(Entries provided):

-- Opening Marker --

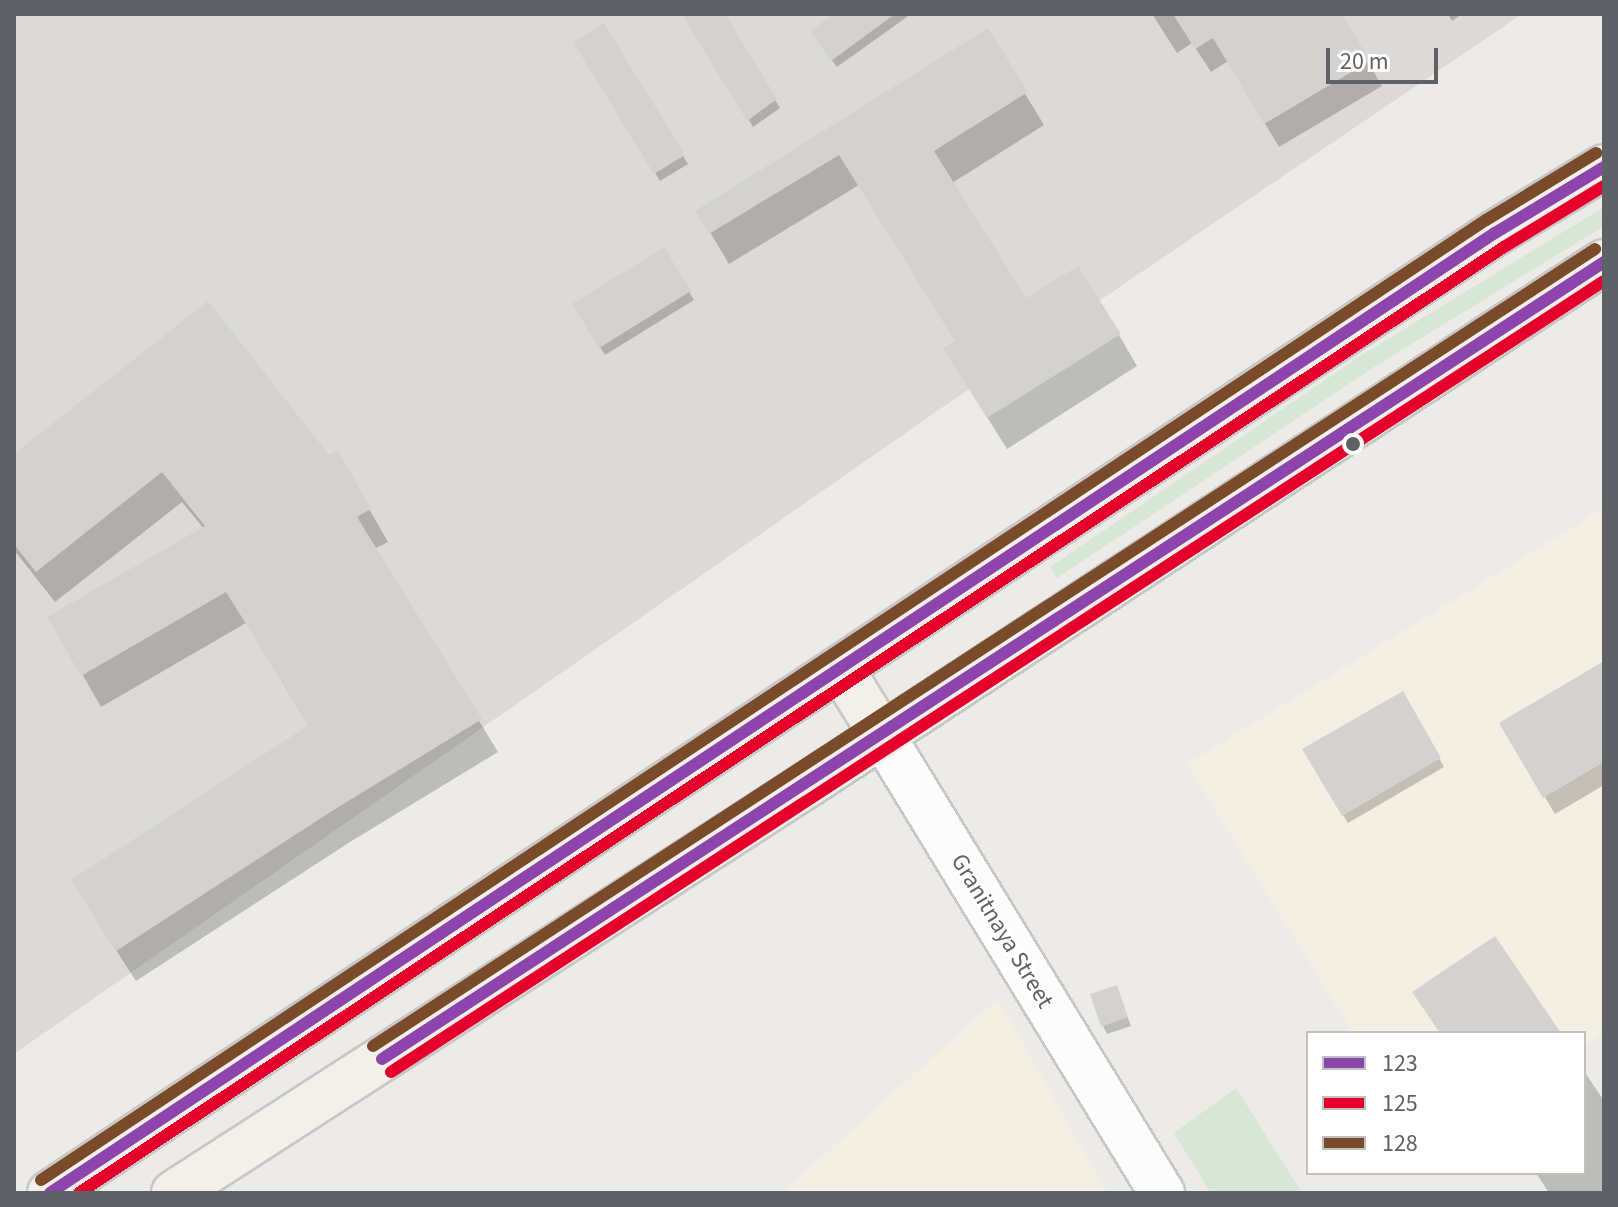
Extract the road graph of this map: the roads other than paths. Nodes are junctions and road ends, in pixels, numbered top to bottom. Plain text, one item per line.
1 (1604, 167) edge
2 (1604, 262) edge
3 (841, 669) junction
4 (882, 735) junction
5 (50, 1193) edge
6 (174, 1193) edge
7 (1162, 1193) edge

1 - 3 main road
2 - 4 main road
3 - 4 main road, Granitnaya Street
3 - 5 main road
4 - 6 main road
4 - 7 street, Granitnaya Street

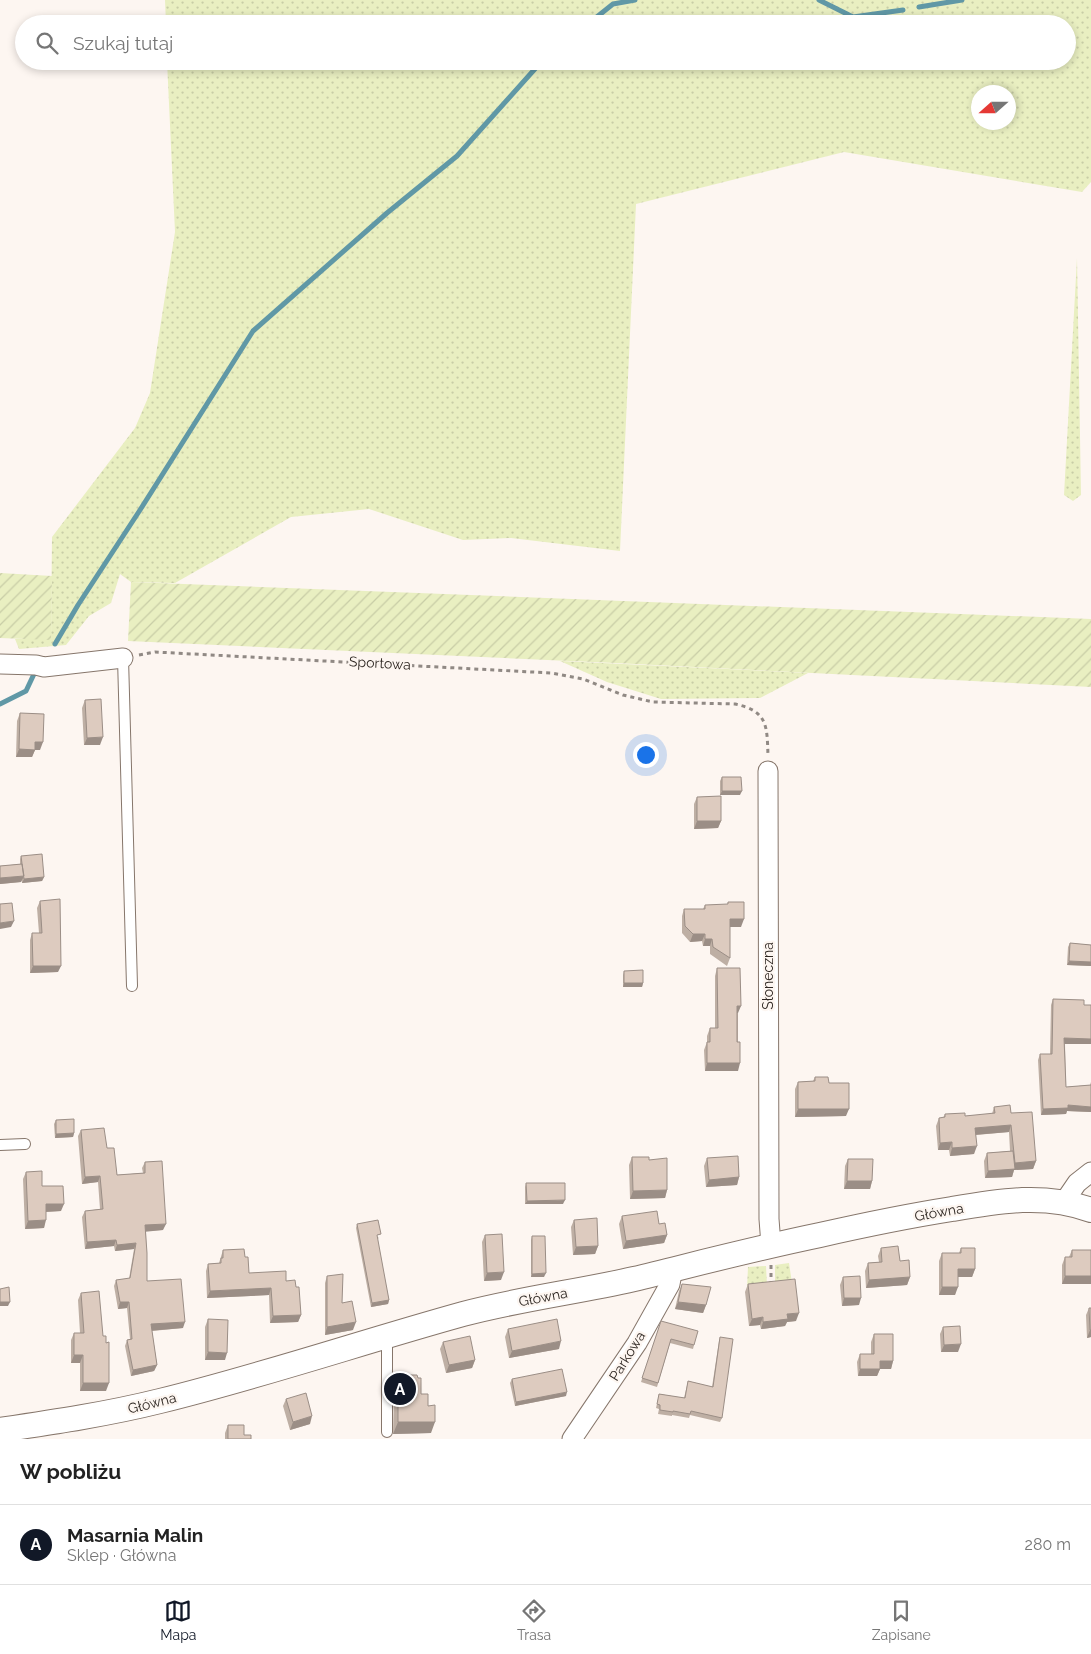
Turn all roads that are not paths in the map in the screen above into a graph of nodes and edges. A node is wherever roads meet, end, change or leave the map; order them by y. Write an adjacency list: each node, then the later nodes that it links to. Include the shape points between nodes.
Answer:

-- Closing Marker --

(Task details): Each line above has to be returned exactly. Drop the pictures.

(The completed task):
Extract the road graph of this map: the roads other than paths. Nodes are junctions and road ends, in pixels, numbered top to bottom. Plain text, one item per line.
1 (1604, 167) edge
2 (1604, 262) edge
3 (841, 669) junction
4 (882, 735) junction
5 (50, 1193) edge
6 (174, 1193) edge
7 (1162, 1193) edge

1 - 3 main road
2 - 4 main road
3 - 4 main road, Granitnaya Street
3 - 5 main road
4 - 6 main road
4 - 7 street, Granitnaya Street

Turn all roads that are not paths in the map in the screen above into a graph of nodes and edges. A node is wherever roads meet, end, change or leave the map; order them by y. Write an adjacency list: each node, then the later nodes that it links to. Include the shape points between nodes.
Answer:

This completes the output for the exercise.